Synopsis: An architect details the construction of a boveda, a dome of brick that is laid up without the help of supporting forms. Here’s a hint: it takes special brick and a highly skilled mason with a hard-won family construction secret.
It’s not often that an architect gets a chance to incorporate traditional-masonry domes, called bovedas, into a house, but that opportunity came to me. My clients owned a site on the north slope of a 5,000-ft. mountain in hot, semi-arid southwestern Texas, 80 miles north of Big Bend National Park. They wanted a house incorporating traditional elements of Spanish architecture, so the final design centered around an open courtyard. Square in plan, each corner of the house was topped by a boveda.
A boveda is a dome built without the aid of formwork. Made of brick or other masonry material, bovedas originated in Egypt and the Middle East, where ingenuity made up for a lack of trees to provide lumber for roof supports. During the Renaissance, masonry domes took on an unprecedented popularity and were standard fare for most religious buildings in Italy and Spain. And when the Spanish conquered the Americas, missionaries converted the natives first to Catholicism and then to Spanish masonry techniques.
Many churches were built with bovedas, as were granaries, kiosks and water cisterns. Far from dying out when the Spanish left, however, the rich tradition of masonry bovedas survives to this day, primarily via a handful of skilled masons from the eastern part of the state of Jalisco, Mexico. The house built for my clients called for considerable skill on the part of the builders, but the star of the show was the bovedero, Sr. Don Alfredo Avila Almaguer, son of Don Mateo Avila.

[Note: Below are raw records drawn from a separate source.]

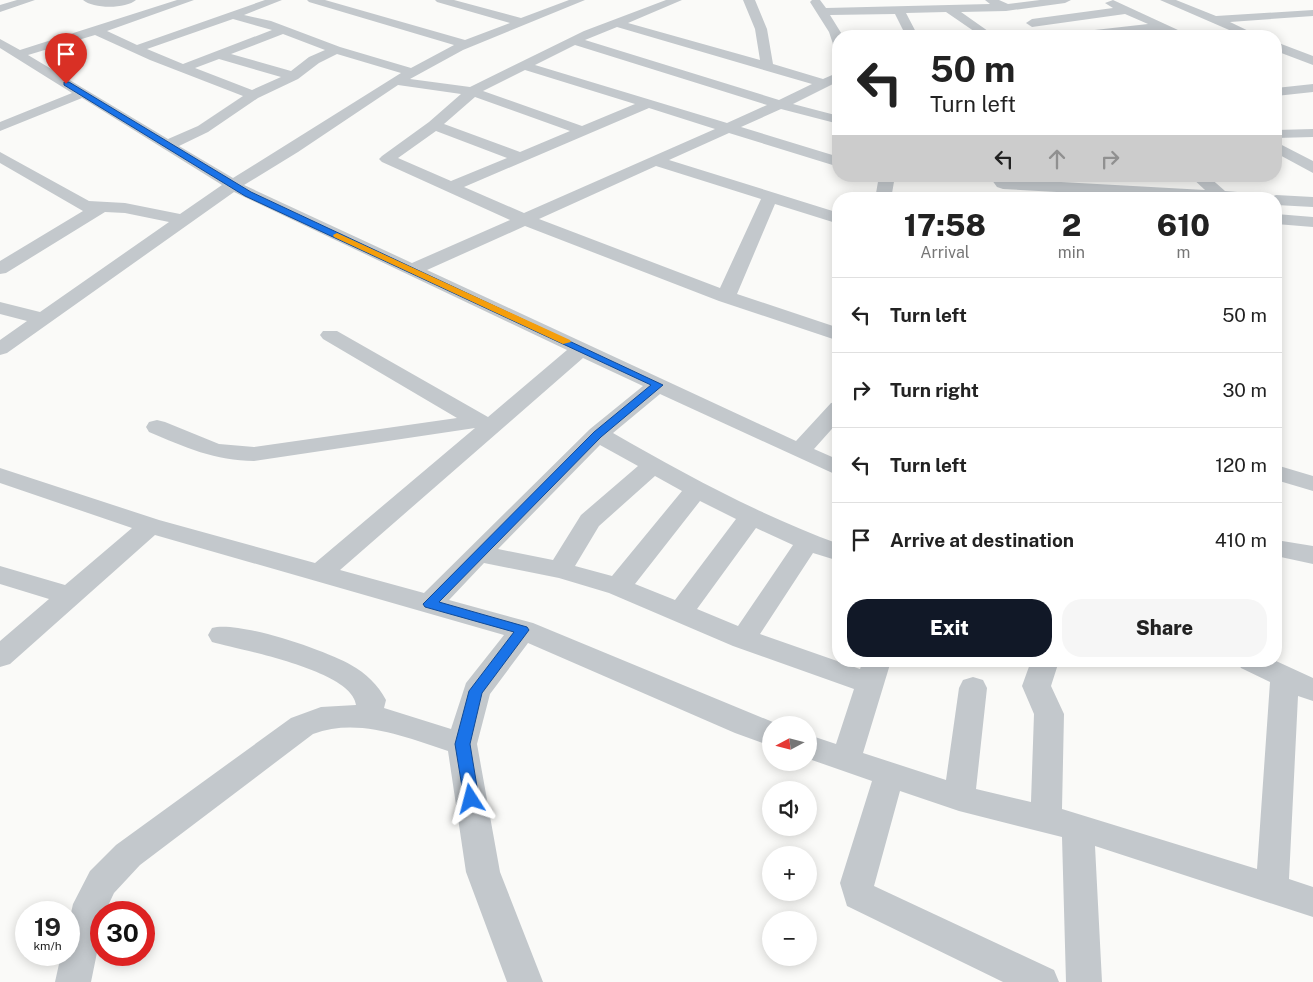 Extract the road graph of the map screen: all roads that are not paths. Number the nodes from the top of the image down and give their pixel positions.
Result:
1 (29, 0) edge
2 (89, 0) edge
3 (130, 0) edge
4 (188, 0) edge
5 (276, 0) edge
6 (441, 0) edge
7 (546, 0) edge
8 (578, 0) edge
9 (676, 0) edge
10 (749, 0) edge
11 (815, 0) edge
12 (991, 0) edge
13 (1066, 0) edge
14 (1104, 0) edge
15 (1166, 0) edge
16 (320, 1) edge
17 (1026, 3) edge
18 (565, 5) junction
19 (1263, 6) dead end
20 (1005, 8) junction
21 (0, 9) edge
22 (950, 9) junction
23 (899, 10) junction
24 (1126, 10) junction
25 (823, 12) junction
26 (1313, 12) edge
27 (230, 15) junction
28 (1286, 15) junction
29 (1215, 20) junction
30 (521, 22) junction
31 (617, 23) junction
32 (1032, 23) junction
33 (1162, 26) junction
34 (284, 30) junction
35 (834, 30) edge
36 (909, 30) edge
37 (980, 30) edge
38 (1045, 30) edge
39 (1128, 30) edge
40 (1171, 30) edge
41 (1239, 30) edge
42 (96, 31) junction
43 (575, 41) junction
44 (1304, 42) dead end
45 (0, 43) edge
46 (465, 44) junction
47 (1282, 44) edge
48 (1282, 48) edge
49 (136, 49) junction
50 (336, 50) junction
51 (18, 54) junction
52 (219, 55) junction
53 (1313, 61) edge
54 (525, 66) junction
55 (767, 67) junction
56 (184, 68) junction
57 (412, 72) junction
58 (293, 76) junction
59 (832, 79) edge
60 (396, 81) junction
61 (823, 83) junction
62 (1313, 88) edge
63 (1282, 91) edge
64 (473, 92) junction
65 (83, 93) junction
66 (253, 94) junction
67 (647, 104) junction
68 (780, 105) junction
69 (832, 118) edge
70 (434, 125) junction
71 (0, 127) edge
72 (727, 129) junction
73 (582, 131) junction
74 (1313, 133) edge
75 (1282, 134) edge
76 (168, 145) junction
77 (1313, 150) edge
78 (1282, 154) edge
79 (1282, 155) edge
80 (0, 157) edge
81 (521, 158) junction
82 (832, 160) edge
83 (656, 161) junction
84 (1313, 169) edge
85 (1205, 182) edge
86 (233, 185) junction
87 (1002, 186) edge
88 (452, 187) junction
89 (1133, 192) edge
90 (1216, 192) edge
91 (770, 197) junction
92 (1282, 200) edge
93 (1313, 202) edge
94 (101, 207) junction
95 (832, 218) edge
96 (1282, 219) edge
97 (184, 220) junction
98 (525, 220) junction
99 (1313, 222) edge
100 (0, 269) edge
101 (412, 270) junction
102 (726, 296) junction
103 (0, 308) edge
104 (44, 319) junction
105 (832, 333) edge
106 (330, 335) dead end
107 (0, 349) edge
108 (581, 349) junction
109 (658, 385) junction
110 (832, 415) edge
111 (485, 424) junction
112 (157, 427) dead end
113 (598, 434) junction
114 (798, 450) junction
115 (652, 466) junction
116 (832, 466) edge
117 (1282, 472) edge
118 (1313, 472) edge
119 (1282, 474) edge
120 (0, 475) edge
121 (1313, 484) edge
122 (695, 491) junction
123 (751, 517) junction
124 (150, 526) junction
125 (808, 541) junction
126 (1282, 549) edge
127 (832, 550) edge
128 (480, 554) junction
129 (1313, 555) edge
130 (560, 570) junction
131 (319, 574) junction
132 (0, 575) edge
133 (618, 587) junction
134 (69, 596) junction
135 (429, 604) junction
136 (680, 612) junction
137 (523, 630) junction
138 (222, 635) dead end
139 (743, 640) junction
140 (0, 657) edge
141 (832, 662) edge
142 (853, 667) edge
143 (1042, 667) edge
144 (1264, 667) edge
145 (873, 672) edge
146 (1285, 677) junction
147 (973, 688) dead end
148 (1313, 690) edge
149 (368, 716) junction
150 (762, 731) edge
151 (462, 744) junction
152 (818, 750) edge
153 (846, 760) junction
154 (889, 775) junction
155 (959, 798) junction
156 (1046, 819) junction
157 (1078, 826) junction
158 (1272, 889) junction
159 (1313, 902) edge
160 (73, 982) edge
161 (525, 982) edge
162 (1041, 982) edge
163 (1084, 982) edge

1 - 21 street
2 - 3 street
4 - 42 street
5 - 27 street
6 - 30 street
7 - 18 street
8 - 18 street
9 - 31 street
10 - 55 street
11 - 25 street
12 - 20 street
13 - 17 street
14 - 24 street
15 - 29 street
16 - 46 street
17 - 20 street
18 - 30 street
19 - 28 street
20 - 22 street
20 - 32 street
22 - 23 street
22 - 37 street
23 - 25 street
23 - 36 street
24 - 32 street
24 - 33 street
25 - 35 street
26 - 28 street
27 - 34 street
27 - 49 street
28 - 29 street
29 - 41 street
30 - 46 street
31 - 43 street
31 - 55 street
32 - 38 street
33 - 39 street
33 - 40 street
34 - 50 street
34 - 52 street
42 - 49 street
42 - 51 street
43 - 54 street
43 - 68 street
44 - 47 street
45 - 51 street
46 - 57 street
48 - 53 street
49 - 56 street
50 - 57 street
50 - 58 street
51 - 65 street
52 - 56 street
52 - 58 street
54 - 64 street
54 - 67 street
55 - 61 street
56 - 66 street
57 - 60 street
58 - 66 street
59 - 61 street
60 - 64 street
60 - 86 street
61 - 68 street
62 - 63 street
64 - 70 street
64 - 73 street
65 - 71 street
65 - 76 street
66 - 76 street
67 - 72 street
67 - 73 street
68 - 69 street
68 - 72 street
70 - 81 street
70 - 88 street
72 - 82 street
72 - 83 street
73 - 81 street
74 - 75 street
76 - 86 street
77 - 78 street
79 - 84 street
80 - 94 street
81 - 88 street
83 - 91 street
83 - 98 street
85 - 90 street
86 - 97 street
86 - 101 street
87 - 89 street
88 - 98 street
91 - 95 street
91 - 102 street
92 - 93 street
94 - 97 street
94 - 100 street
96 - 99 street
97 - 104 street
98 - 101 street
98 - 102 street
101 - 108 street
102 - 105 street
103 - 104 street
104 - 107 street
106 - 111 street
108 - 109 street
108 - 111 street
109 - 113 street
109 - 114 street
110 - 114 street
111 - 112 street
111 - 131 street
113 - 115 street
113 - 128 street
114 - 116 street
115 - 122 street
115 - 130 street
117 - 118 street
119 - 121 street
120 - 124 street
122 - 123 street
122 - 133 street
123 - 125 street
123 - 136 street
124 - 131 street
124 - 134 street
125 - 127 street
125 - 139 street
126 - 129 street
128 - 130 street
128 - 135 street
130 - 133 street
131 - 135 street
132 - 134 street
133 - 136 street
134 - 140 street
135 - 137 street
136 - 139 street
137 - 150 street
137 - 151 street
138 - 149 street
139 - 141 street
142 - 145 street
143 - 156 street
144 - 146 street
145 - 153 street
146 - 148 street
146 - 158 street
147 - 155 street
149 - 151 street
149 - 160 street
151 - 161 street
152 - 153 street
153 - 154 street
154 - 155 street
154 - 162 street
155 - 156 street
156 - 157 street
157 - 158 street
157 - 163 street
158 - 159 street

A bovedero is a mason who specializes in the making of bovedas. The traditional techniques of making bovedas were rediscovered in Lagos de Moreno, Jalisco, Mexico, by Don Alfredo’s grandfather many years ago. As Don Alfredo recounts the story, his grandfather and a few other masons in Lagos were hired to remodel an old residence. While doing the work, they stumbled upon an abandoned cistern built in the boveda tradition. Intrigued, Don Alfredo’s grandfather and his companions set out to try and recreate the boveda process. Two generations later, the building of bovedas has been returned to the level of virtuosity prevalent during colonial Mexico, and Lagos de Moreno has also become the boveda capital of the country.
The basic brick
The materials and tools needed for boveda-making are few. The brick, known in Jalisco as ladrillo de cuna or wedge brick, is a lightweight and relatively soft brick made from the clay soils around Lagos de Moreno. Mixed with water, the soil turns to mud and is poured into wooden molds, each containing four bricks. When released from the molds, the partially dry bricks are left to dry completely in the sun. Two good sunny days are sufficient for drying the bricks to a whitish appearance, whereupon they are fired in a wood-fueled oven for one day and one night.